Para o estudante Ramon Fava, de 19 anos, a Independência do Brasil é apenas mais uma data inserida no calendário para conceder feriado ao povo brasileiro. A estudante Aline Milena, de 17 anos, vai além: “É bonito ver aquele desfile das forças armadas. Não sei o que significa, mas acho o evento muito bonito”, disse. Questionada sobre de qual país o Brasil foi colônia, a estudante alegou desconhecer o fato.

“Desde a época da Ditadura Militar que o brasileiro ganhou uma aversão às práticas militaristas como desfiles, hinos e bandeiras. Afinal, o cidadão era obrigado a usar as simbologias da pátria no seu cotidiano escolar. Isso está sendo levado para as gerações seguintes”, considera Kokinho. Outra razão que pode explicar o esquecimento da data, segundo o professor, é o fato de que a Independência do Brasil não foi um movimento popular, mas um ato muito mais político, visando o interesse da aristocracia. “É lamentável que não haja essa cultura, pois com isso, vão se perdendo os símbolos, uma das mais fortes marcas da identidade de um País”, completa.

A falta de investimento em educação e a desestrutura escolar é outro ponto apontado pelo professor. De acordo com Kokinho, cada vez menos escolas adotam a prática de cantar o hino nacional. “Um longo processo deve ser seguido para tentar resgatar a auto-confiança das pessoas e o respeito pelo Brasil.

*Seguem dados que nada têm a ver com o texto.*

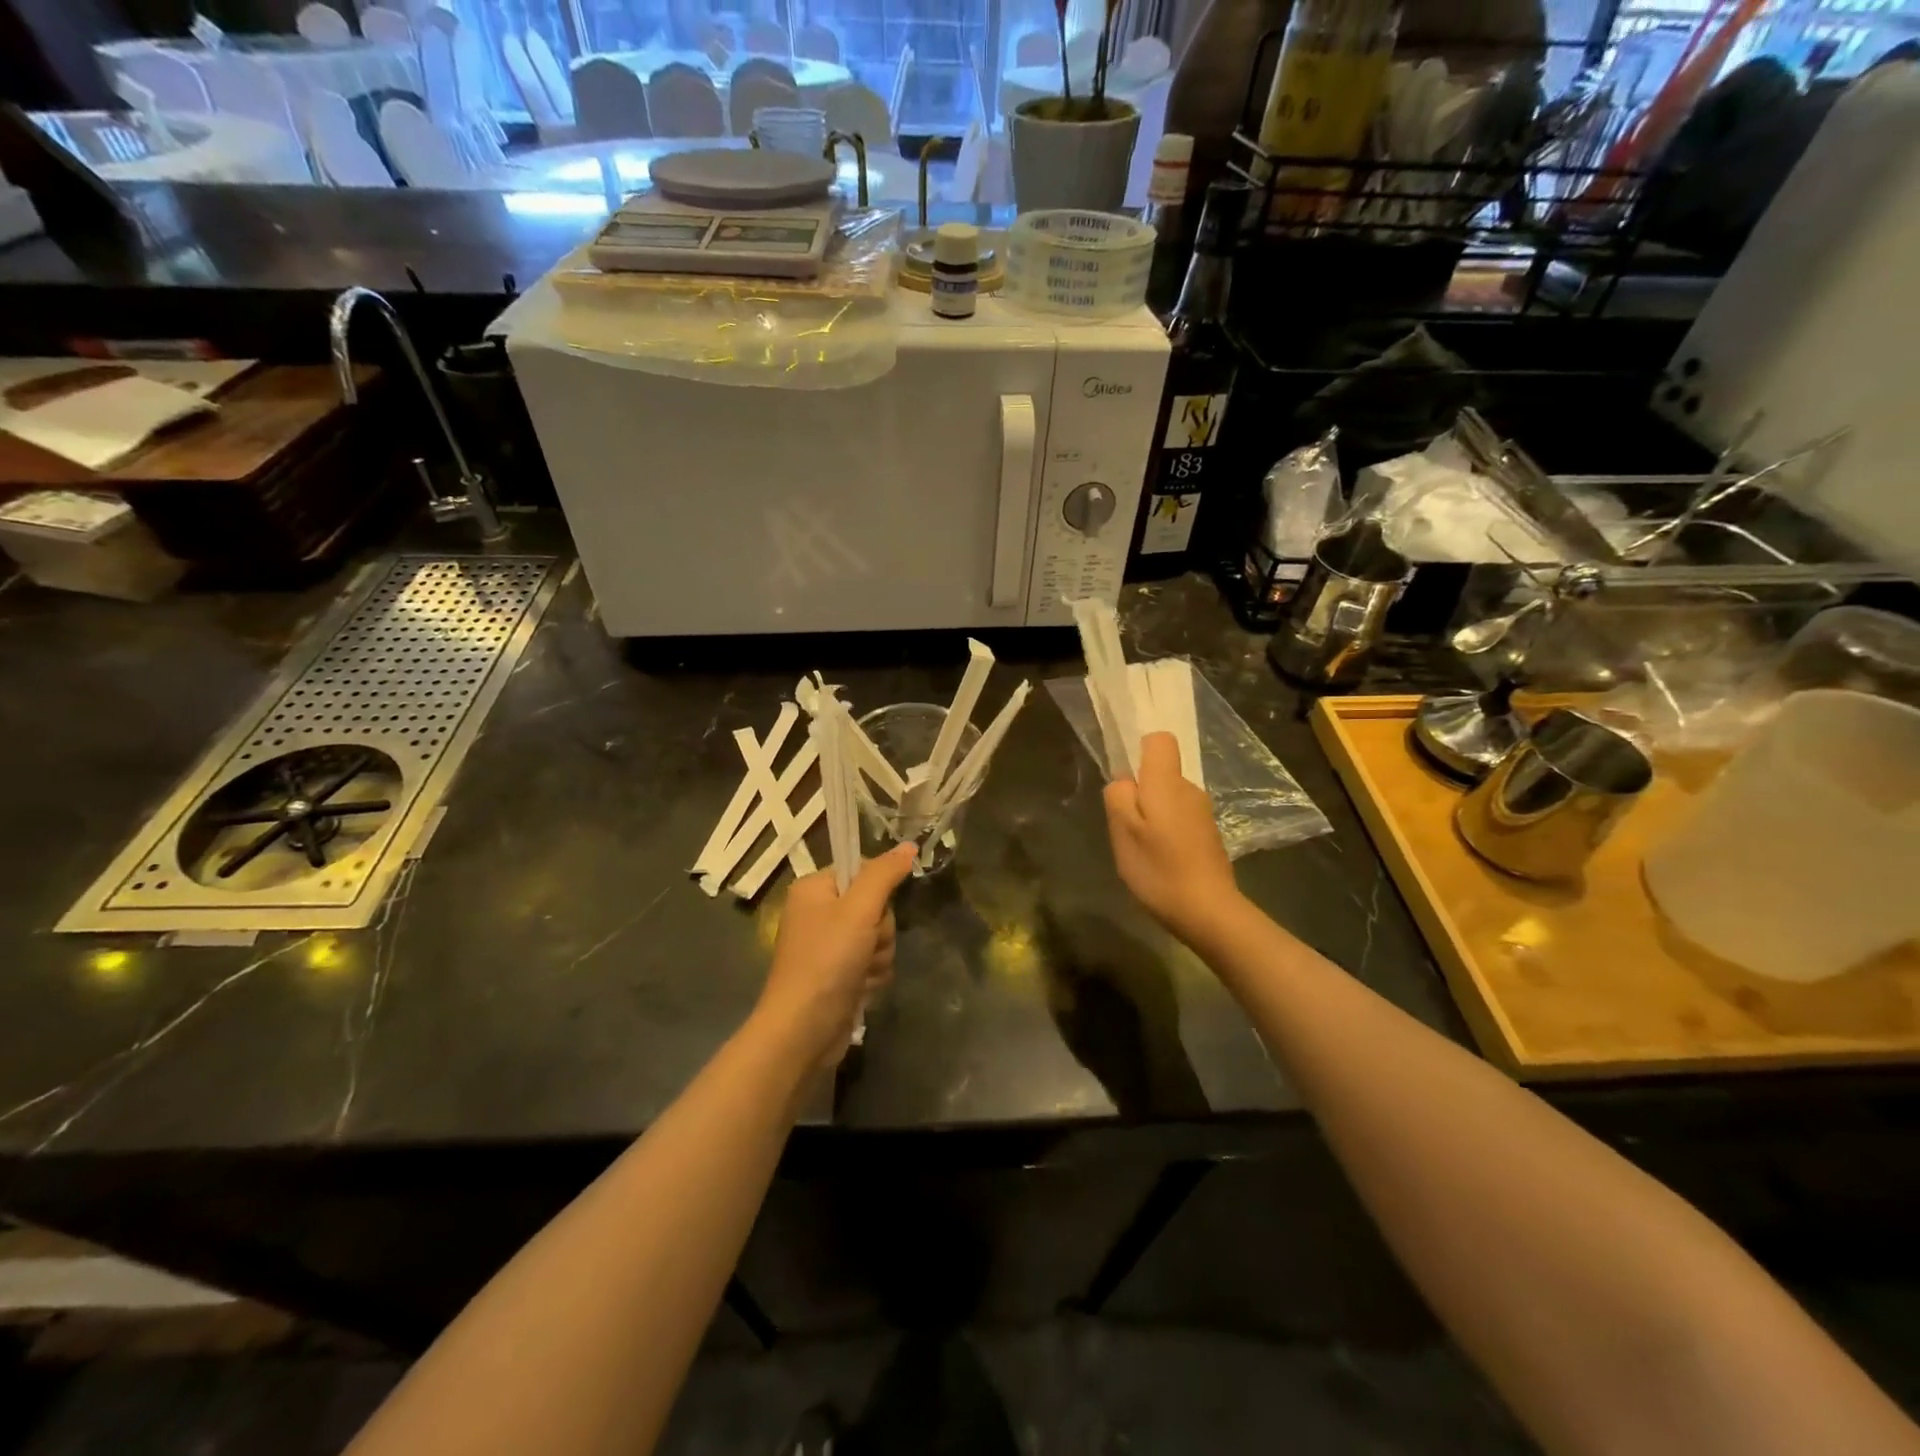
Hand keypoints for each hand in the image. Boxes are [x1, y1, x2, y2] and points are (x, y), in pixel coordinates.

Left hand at [754, 844, 917, 1068]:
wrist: (803, 1030)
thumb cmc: (827, 961)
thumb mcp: (859, 910)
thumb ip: (885, 874)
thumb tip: (909, 845)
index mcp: (814, 889)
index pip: (862, 871)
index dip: (877, 892)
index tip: (872, 912)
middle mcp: (819, 913)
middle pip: (875, 907)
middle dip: (879, 932)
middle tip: (865, 946)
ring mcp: (829, 947)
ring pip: (879, 938)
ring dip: (879, 957)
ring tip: (860, 973)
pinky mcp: (839, 975)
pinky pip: (873, 963)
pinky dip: (872, 976)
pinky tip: (860, 990)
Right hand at [1104, 732, 1239, 941]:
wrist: (1209, 911)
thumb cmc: (1159, 869)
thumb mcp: (1124, 832)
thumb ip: (1118, 797)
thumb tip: (1124, 780)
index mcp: (1167, 783)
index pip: (1160, 740)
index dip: (1140, 749)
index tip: (1126, 779)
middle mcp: (1190, 789)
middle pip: (1161, 772)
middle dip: (1140, 792)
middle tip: (1126, 827)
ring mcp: (1202, 812)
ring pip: (1168, 798)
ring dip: (1152, 816)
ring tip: (1143, 849)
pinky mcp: (1208, 834)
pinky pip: (1179, 818)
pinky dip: (1166, 831)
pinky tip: (1161, 860)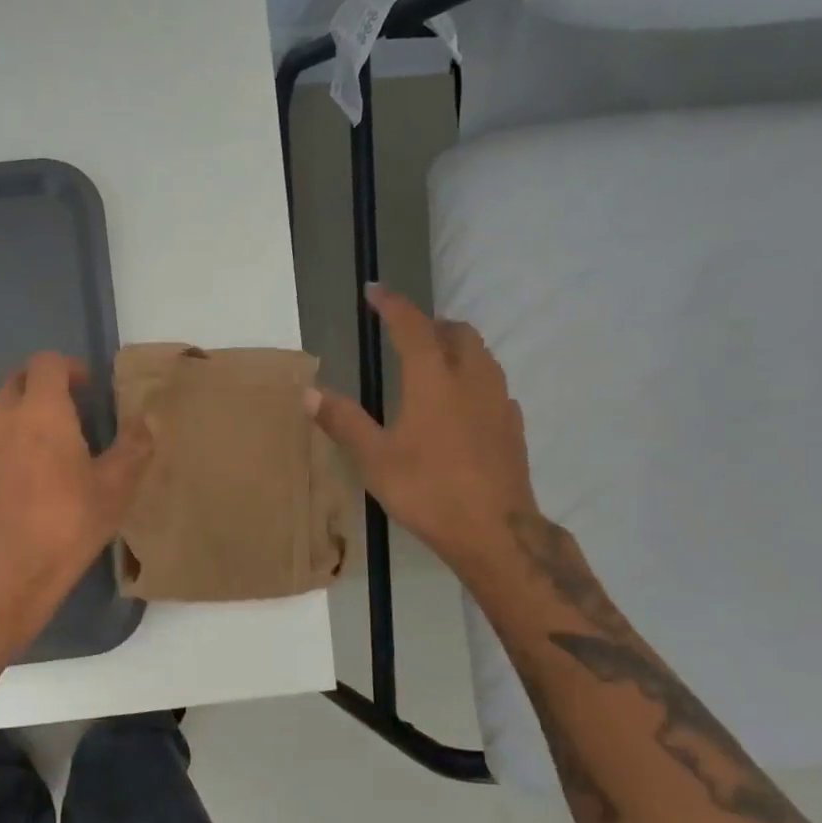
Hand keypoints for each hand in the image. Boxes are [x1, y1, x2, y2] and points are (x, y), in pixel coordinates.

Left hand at [0, 352, 151, 658]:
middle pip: (15, 382)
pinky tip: (17, 491)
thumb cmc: (66, 524)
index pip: (46, 362)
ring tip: (44, 457)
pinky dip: (1, 455)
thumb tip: (143, 423)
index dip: (68, 368)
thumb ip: (133, 448)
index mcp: (41, 411)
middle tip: (66, 415)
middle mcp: (0, 420)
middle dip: (40, 388)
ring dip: (19, 423)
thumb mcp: (115, 489)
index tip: (86, 389)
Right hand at [308, 284, 537, 580]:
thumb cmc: (427, 490)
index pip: (412, 326)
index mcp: (433, 379)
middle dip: (430, 324)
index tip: (375, 290)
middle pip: (457, 332)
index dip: (392, 304)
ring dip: (456, 347)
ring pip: (481, 355)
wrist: (494, 532)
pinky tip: (461, 405)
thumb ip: (343, 420)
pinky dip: (474, 380)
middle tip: (404, 335)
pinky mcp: (513, 426)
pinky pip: (493, 386)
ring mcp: (498, 402)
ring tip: (432, 363)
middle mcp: (470, 379)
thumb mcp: (374, 459)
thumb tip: (308, 392)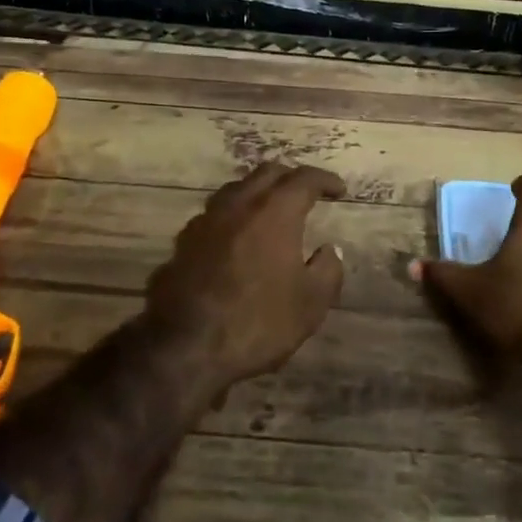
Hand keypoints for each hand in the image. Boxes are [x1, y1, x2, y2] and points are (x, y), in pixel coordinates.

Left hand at [146, 162, 346, 387]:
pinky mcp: (182, 243)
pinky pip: (214, 217)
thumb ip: (327, 271)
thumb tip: (329, 251)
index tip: (339, 190)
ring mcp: (204, 222)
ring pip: (235, 191)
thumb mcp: (310, 304)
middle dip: (290, 178)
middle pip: (266, 174)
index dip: (324, 180)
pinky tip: (236, 239)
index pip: (303, 180)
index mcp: (273, 212)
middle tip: (306, 192)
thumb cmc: (257, 322)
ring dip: (257, 194)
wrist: (184, 347)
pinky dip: (232, 218)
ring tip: (270, 211)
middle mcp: (237, 205)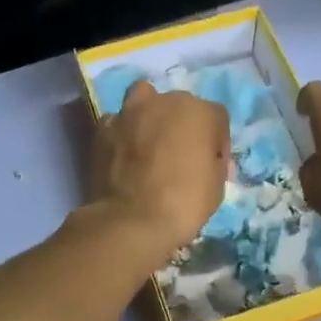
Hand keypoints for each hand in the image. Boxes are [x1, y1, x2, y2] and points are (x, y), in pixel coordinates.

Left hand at [93, 80, 228, 263]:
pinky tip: (123, 153)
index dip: (216, 143)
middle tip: (180, 155)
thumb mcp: (217, 186)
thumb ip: (213, 161)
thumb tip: (205, 158)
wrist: (132, 220)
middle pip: (180, 106)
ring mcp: (130, 111)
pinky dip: (122, 133)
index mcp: (200, 112)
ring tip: (149, 142)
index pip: (217, 118)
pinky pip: (118, 122)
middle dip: (182, 125)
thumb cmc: (185, 203)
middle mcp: (165, 101)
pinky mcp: (103, 128)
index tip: (211, 165)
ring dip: (149, 116)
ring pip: (144, 100)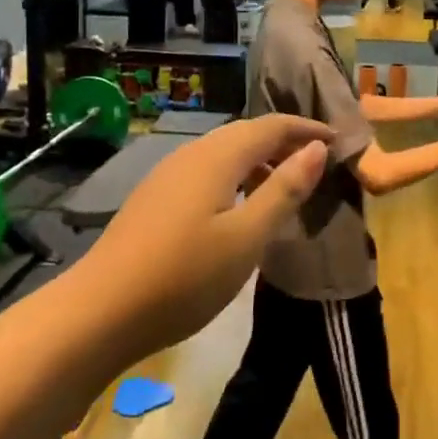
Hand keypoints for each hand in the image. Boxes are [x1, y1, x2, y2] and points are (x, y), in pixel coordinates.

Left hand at [81, 115, 332, 358]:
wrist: (98, 312)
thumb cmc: (184, 276)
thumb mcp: (247, 237)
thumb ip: (285, 190)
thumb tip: (316, 149)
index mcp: (218, 156)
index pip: (272, 125)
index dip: (307, 129)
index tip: (339, 141)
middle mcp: (192, 154)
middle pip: (246, 134)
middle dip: (284, 143)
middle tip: (316, 164)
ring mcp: (168, 175)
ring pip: (224, 153)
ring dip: (258, 162)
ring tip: (283, 189)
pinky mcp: (154, 198)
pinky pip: (206, 172)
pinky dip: (235, 178)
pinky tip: (238, 210)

É necessário que o brasileiro assuma o Brasil e não apenas assista os governos fazendo história por ele”, finaliza.

Desfile Cívico de Natal deve receber cerca de 15 mil pessoas

Maior do que o ano passado, o desfile cívico de encerramento da Semana da Pátria, que comemora a independência do Brasil, espera receber em torno de 12 mil visitantes para assistir ao cortejo. Cerca de três mil militares e civis devem participar do desfile pela avenida Prudente de Morais, que trás novidades para este ano. Além dos tradicionais sobrevoos de quatro caças A-29 e de quatro helicópteros “Esquilo”, que farão voos baixos em meio do cortejo, uma equipe do Serviço de Atendimento Médico de Urgência (Samu) fará uma demonstração de primeiros socorros e da intervenção médica em casos de acidentes de trânsito. A intenção é de conscientizar a sociedade com relação à segurança na estrada para o feriado prolongado.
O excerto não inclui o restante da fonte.